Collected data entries
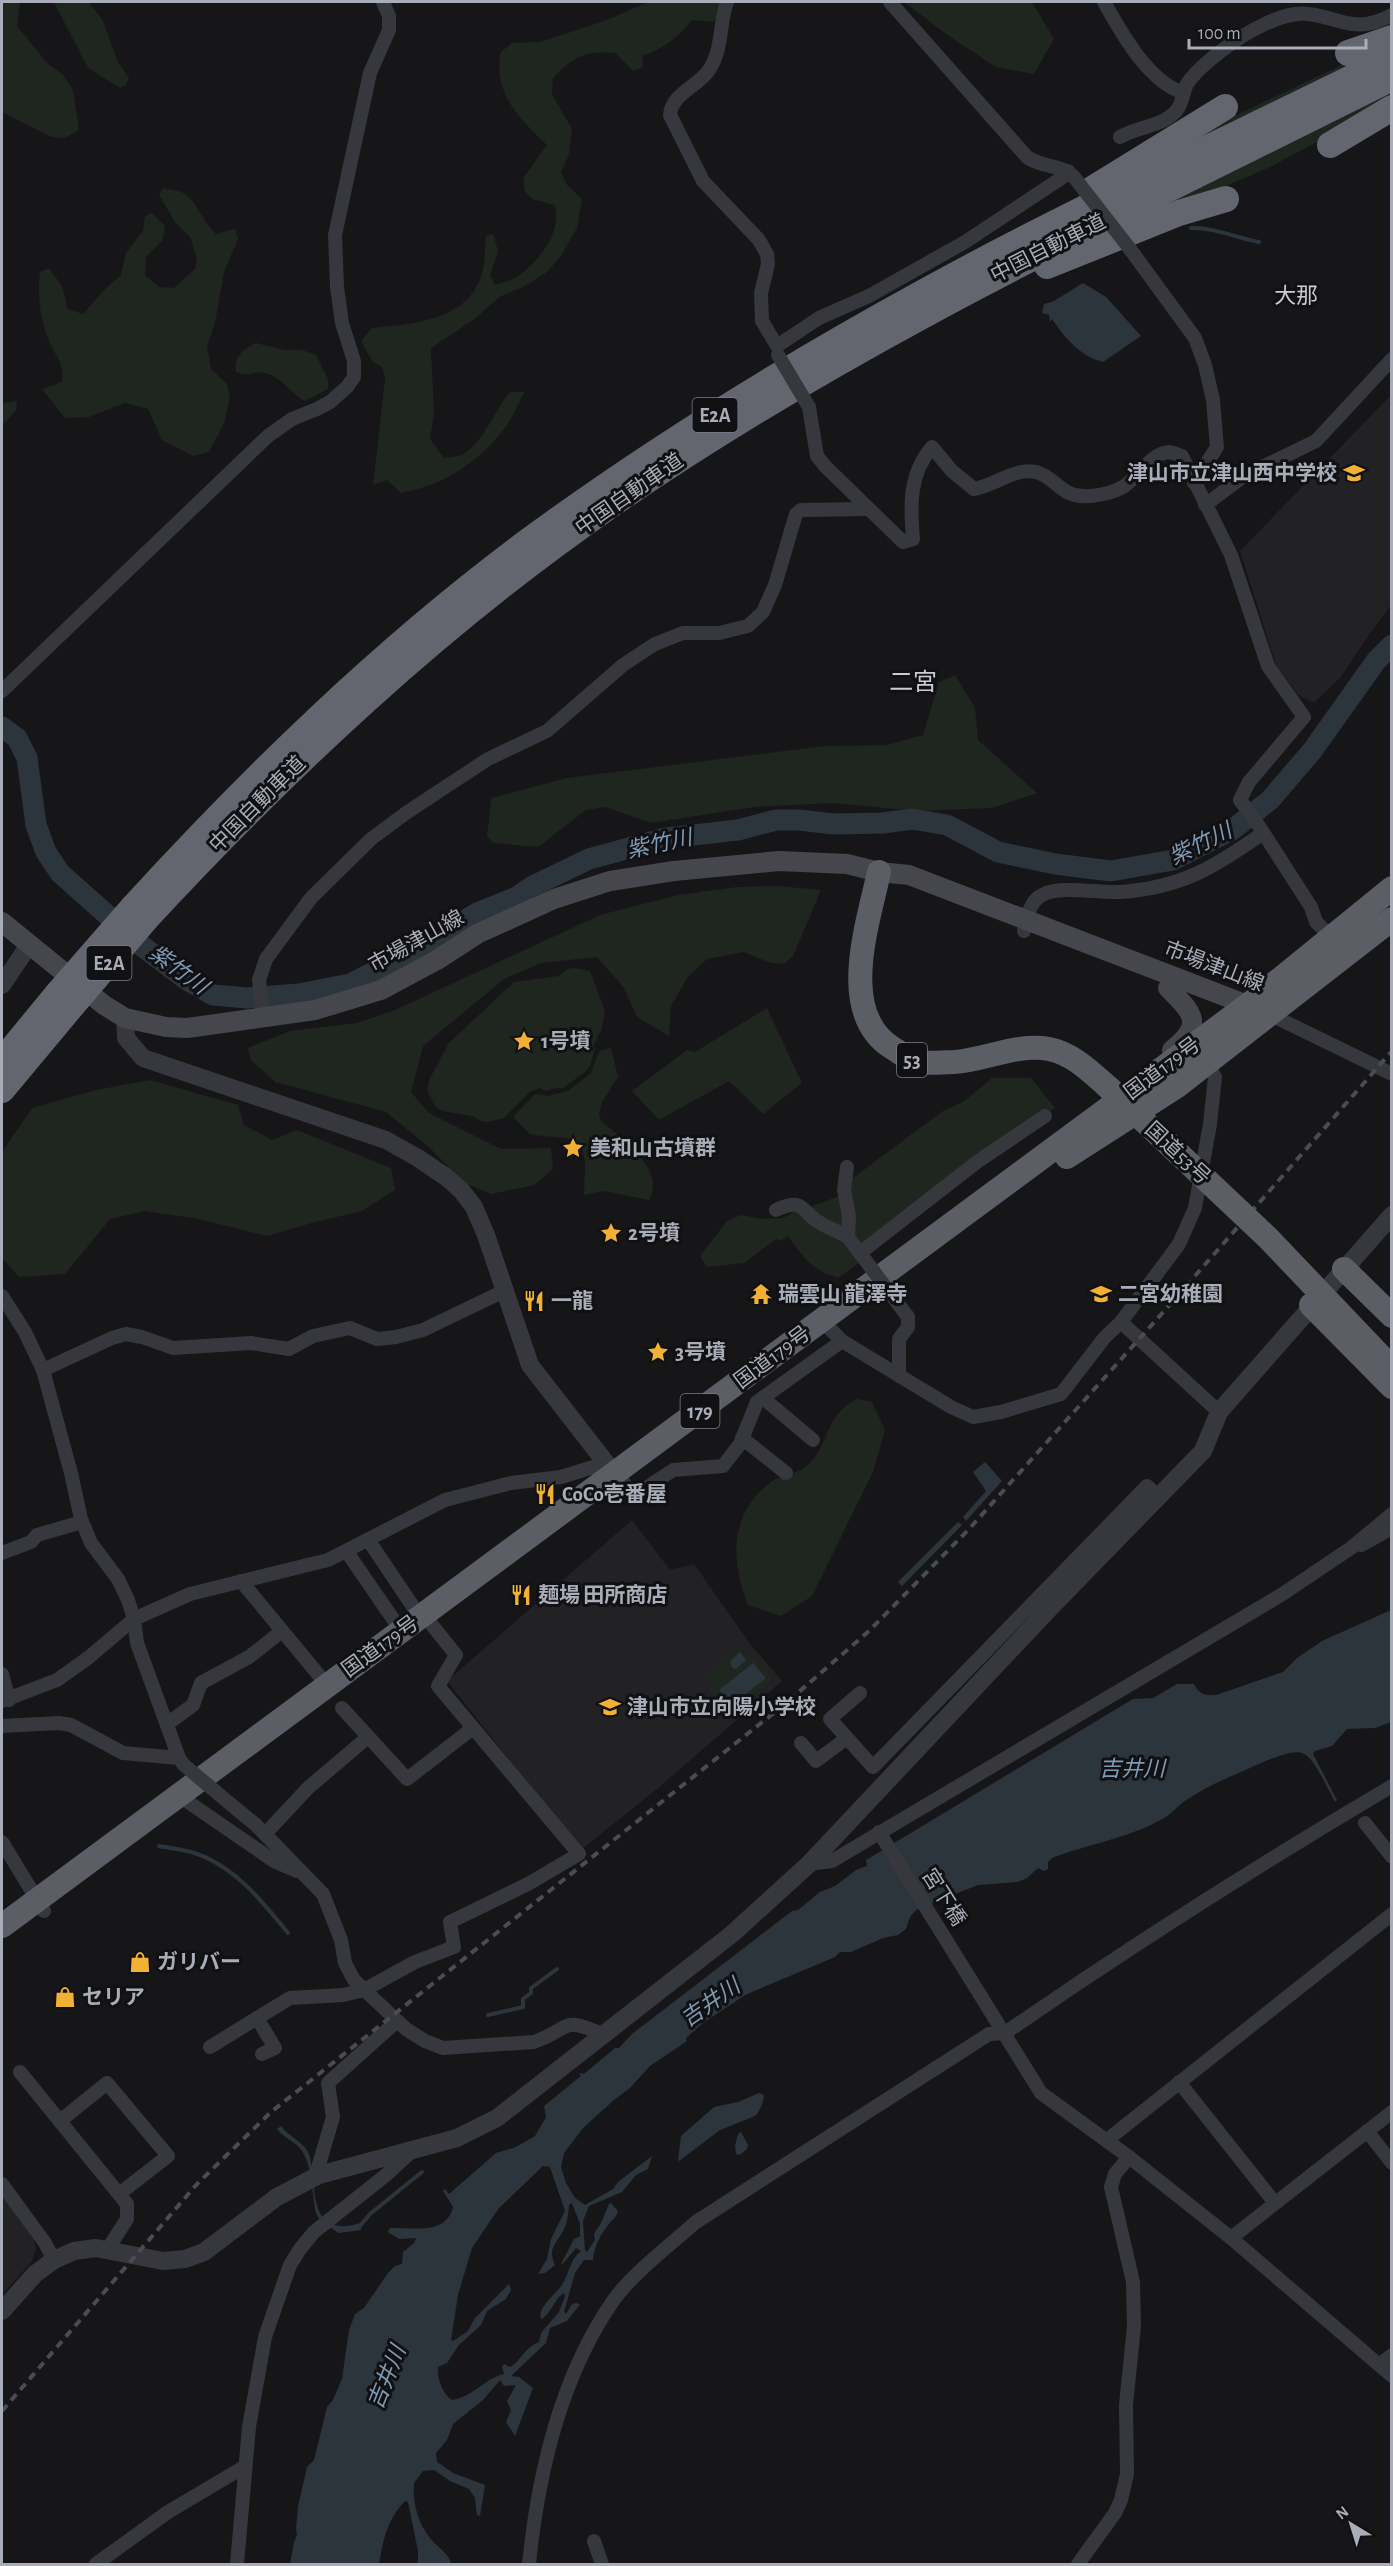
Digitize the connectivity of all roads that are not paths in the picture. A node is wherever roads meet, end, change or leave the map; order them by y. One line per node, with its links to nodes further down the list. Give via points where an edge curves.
1 (383, 2): 24 (street, via 389,30 370,73 335,235 337,287 354,377 330,402 292,419 268,436)
2 (727, 2): 19 (street, via 710,69 672,104 670,115 703,181 759,240 767,254 761,293 762,321)
3 (890, 2): 15 (street, via 1027,158)
4 (1104, 2): 10 (street, via 1125,41 1164,83)
5 (1392, 15): 10 (street, via 1365,26 1306,13 1279,19 1243,36 1215,57 1196,74)
6 (1392, 38): 7 (highway)
7 (1348, 53)
8 (1392, 58): 17 (highway, 中国自動車道 / E2A)
9 (1392, 78): 18 (highway, 中国自動車道 / E2A, via 1011,267)
10 (1184, 93): 13 (street, via 1177,110 1164,120)
11 (1225, 107): 17 (highway)
12 (1392, 108): 14 (highway)
13 (1120, 137)
14 (1330, 145)
15 (1071, 174): 19 (street, via 965,242 869,296 819,318); 21 (street, bridge, via 1196,338 1213,400 1217,447)
16 (1226, 199): 18 (highway, via 1092,247 1023,276 918,329)
17 (925, 291): 28 (highway, 中国自動車道 / E2A, via 680,436 508,557 399,646 227,806)
18 (876, 340): 28 (highway, 中国自動車道 / E2A, via 688,453 582,526 469,612 402,667)
19 (778, 351): 23 (street, bridge, via 809,407 817,456)
20 (1392, 359): 22 (street, via 1316,441 1244,476)
21 (1194, 483): 22 (street); 23 (street, via 1182,456 1169,452 1157,457 1120,489 1082,497 1067,493 1036,472 1020,472 974,489 932,447 921,460 912,486 913,539 903,542)
22 (1205, 505): 25 (street, via 1232,555 1268,666 1304,717 1249,782 1240,800)
23 (868, 509): 39 (street, via 801,510 796,514 763,612 748,626 719,633 683,633 655,644 623,665 547,731 488,759 371,839 311,898 266,959 259,980)
24 (2, 691)
25 (1260, 828): 31 (street, via 1203,872 1175,883 1119,892 1052,891 1041,895 1032,903); 32 (street, via 1311,907 1316,922)
26 (879, 872): 31 (main road, 市場津山線, via 909,875); 39 (main road, 市場津山線, via 847,864 778,861 610,880 545,903 477,934 381,990 315,1010); 61 (highway, 国道53号 / 53, bridge, via 859,977 864,1011 882,1042 916,1062 956,1062 1007,1050 1048,1049 1071,1057 1110,1088 1268,1238)
27 (1392, 888): 32 (highway, 国道179号 / 179)
28 (139, 913): 37 (highway, 中国自動車道 / E2A, bridge)
29 (1392, 919): 34 (highway, 国道179号 / 179)
30 (2, 922): 33 (main road, 市場津山線)
31 (1025, 925): 36 (main road, 市場津山線); 38 (main road, 市場津山線)
32 (1332, 937): 34 (street); 38 (highway, 国道179号 / 179)
33 (29, 945): 35 (street); 41 (main road, 市場津山線)
34 (1348, 955): 40 (highway, 国道179号 / 179)
35 (2, 985)
36 (1167, 988): 38 (main road, 市場津山線); 46 (main road, via 1191,1012 1192,1030 1158,1060)
37 (65, 1000): 43 (highway, 中国自動車道 / E2A); 47 (highway, 中国自動車道 / E2A)
38 (1241, 1010): 40 (main road, 市場津山線); 42 (highway, 国道179号 / 179)
39 (262, 1011): 41 (main road, 市場津山線, via 187,1028)
40 (1271, 1015): 44 (highway, 国道179号 / 179); 45 (street)
41 (125, 1018): 55 (street, via 126,1038 143,1058 386,1140 437,1171 461,1190 474,1207)
42 (1193, 1044): 44 (street); 46 (highway, 国道179号 / 179)
43 (2, 1061)
44 (1208, 1063): 59 (street, via 1215,1077 1195,1208 1179,1244); 60 (highway, 国道179号 / 179, via 1069,1155)
45 (1392, 1074)
46 (1139, 1084): 60 (highway, 国道179号 / 179)
47 (2, 1090)
48 (1045, 1116): 53 (street, via 977,1162)
49 (847, 1167): 52 (street, via 844,1190)
50 (776, 1210): 52 (street, via 795,1204)
51 (1392, 1215): 54 (street)
52 (848, 1237): 53 (street)
53 (860, 1253): 63 (street, bridge, via 908,1317 908,1328 899,1339)
54 (1344, 1269): 57 (street); 58 (highway)
55 (504, 1291): 62 (street, via 423,1330 396,1337 377,1339 350,1328 313,1335 289,1349 251,1343 173,1348 126,1334); 70 (street, via 530,1365)
56 (2, 1296): 62 (street)
57 (1311, 1305): 64 (highway); 66 (street)
58 (1392, 1316)
59 (1121, 1322): 63 (street, via 1061,1394 1001,1412 973,1417); 66 (street)
60 (832, 1330): 63 (street); 65 (street); 70 (highway, 国道179号 / 179)
61 (1392, 1368)
62 (43, 1370): 72 (street)
63 (899, 1376)
64 (1392, 1387)
65 (763, 1398): 67 (street, via 757,1402); 68 (street)
66 (1219, 1412): 79 (street, via 1203,1451 1159,1497)
67 (742, 1438): 69 (street); 70 (street, via 723,1466 673,1470 634,1496)
68 (813, 1440)
69 (786, 1473)
70 (615, 1474): 74 (street, via 511,1483 446,1500); 82 (highway, 国道179号 / 179)
71 (1392, 1514): 75 (street)
72 (82, 1522): 76 (street, via 37,1535 31,1542); 80 (street, via 118,1579)
73 (1392, 1528): 75 (street)
74 (369, 1541): 77 (street); 82 (street)
75 (1351, 1548): 101 (street, via 1271,1601)
76 (2, 1552)
77 (347, 1552): 78 (street); 81 (street)
78 (241, 1581): 80 (street, via 190,1594); 83 (street)
79 (1042, 1604): 91 (street); 95 (street)
80 (134, 1619): 87 (street, via 57,1680); 89 (street, via 137,1643)
81 (393, 1619)
82 (426, 1621): 85 (highway, 国道179号 / 179); 92 (street, via 456,1655 438,1686); 99 (highway, 国道179号 / 179)
83 (282, 1631): 85 (street); 89 (street, via 249,1657 201,1683 193,1705)
84 (2, 1674): 87 (street)
85 (327, 1685): 99 (highway, 国道179号 / 179)
86 (860, 1693): 94 (street, via 830,1719)
87 (5, 1701)
88 (342, 1708): 93 (street)
89 (167, 1724): 97 (street)
90 (2, 1726): 97 (street, via 71,1725 123,1753)
91 (911, 1727): 94 (street, via 873,1767); 95 (street)
92 (473, 1728): 93 (street, via 407,1779); 111 (street, via 579,1854 450,1922 454,1947)
93 (368, 1737): 102 (street, via 308,1788)
94 (847, 1738): 96 (street, via 816,1761)
95 (924, 1740): 105 (street)
96 (801, 1743)
97 (181, 1761): 102 (street, bridge)
98 (1392, 1786): 114 (street, via 1212,1895)
99 (184, 1800): 106 (street, via 274,1861); 107 (highway, 国道179号 / 179)
100 (1365, 1823): 104 (street)
101 (879, 1832): 105 (street, via 832,1861); 114 (street, 宮下橋)
102 (265, 1834): 106 (street)
103 (2, 1842): 107 (street)
104 (1392, 1857)
105 (809, 1864): 115 (street, via 732,1934)
106 (304, 1875): 111 (street, via 324,1894 341,1940 345,1964)
107 (40, 1906): 109 (highway, 国道179号 / 179); 110 (highway, 国道179号 / 179)
108 (1392, 1914): 119 (street)
109 (2, 1926)
110 (2, 1942)
111 (364, 1990): 112 (street, via 290,1998); 113 (street)
112 (257, 2018): 116 (street); 117 (street, via 275,2048)
113 (397, 2021): 115 (street, via 415,2036 443,2048 534,2042 566,2024 578,2024); 127 (street, via 328,2084 333,2117)
114 (1005, 2033): 123 (street, 宮下橋, via 1041,2093); 142 (street, via 988,2034 696,2222 614,2300 584,2351 565,2398 543,2475)
115 (602, 2034): 124 (street, via 498,2118 457,2138)
116 (210, 2047)
117 (262, 2054)
118 (20, 2072): 121 (street)
119 (1179, 2082): 123 (street); 130 (street)
120 (1392, 2112): 122 (street)
121 (60, 2121): 129 (street); 129 (street, via 107,2083 168,2156)
122 (1366, 2132): 126 (street); 130 (street)
123 (1107, 2140): 125 (street, 宮下橋)
124 (413, 2150): 127 (street); 138 (street, via 314,2232 290,2265 265,2337)
125 (1129, 2157): 131 (street, 宮下橋); 144 (street, via 1111,2187 1134,2282 1126,2405 1127,2474 1115,2513)
126 (1392, 2163)
127 (315, 2178): 132 (street, via 278,2197 204,2253 163,2261)
128 (2, 2184): 133 (street)
129 (119, 2194): 132 (street, via 127,2204 127,2219)
130 (1275, 2203): 131 (street)
131 (1232, 2238): 136 (street, 宮下橋)
132 (107, 2250): 133 (street, via 74,2251)
133 (54, 2260): 134 (street, via 35,2274)
134 (2, 2311)
135 (1392, 2355): 136 (street)
136 (1379, 2365): 137 (street, 宮下橋)
137 (1392, 2376)
138 (244, 2467): 140 (street, via 168,2512); 141 (street)
139 (594, 2541): 143 (street)
140 (96, 2565)
141 (237, 2565)
142 (528, 2565)
143 (602, 2565)
144 (1078, 2565)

● Work item
Please go through the entries and show every line with the word "bridge".

● Output
15 (1071, 174): 19 (street, via 965,242 869,296 819,318); 21 (street, bridge, via 1196,338 1213,400 1217,447)
19 (778, 351): 23 (street, bridge, via 809,407 817,456)
26 (879, 872): 31 (main road, 市場津山線, via 909,875); 39 (main road, 市場津山線, via 847,864 778,861 610,880 545,903 477,934 381,990 315,1010); 61 (highway, 国道53号 / 53, bridge, via 859,977 864,1011 882,1042 916,1062 956,1062 1007,1050 1048,1049 1071,1057 1110,1088 1268,1238)
28 (139, 913): 37 (highway, 中国自動車道 / E2A, bridge)
53 (860, 1253): 63 (street, bridge, via 908,1317 908,1328 899,1339)
97 (181, 1761): 102 (street, bridge)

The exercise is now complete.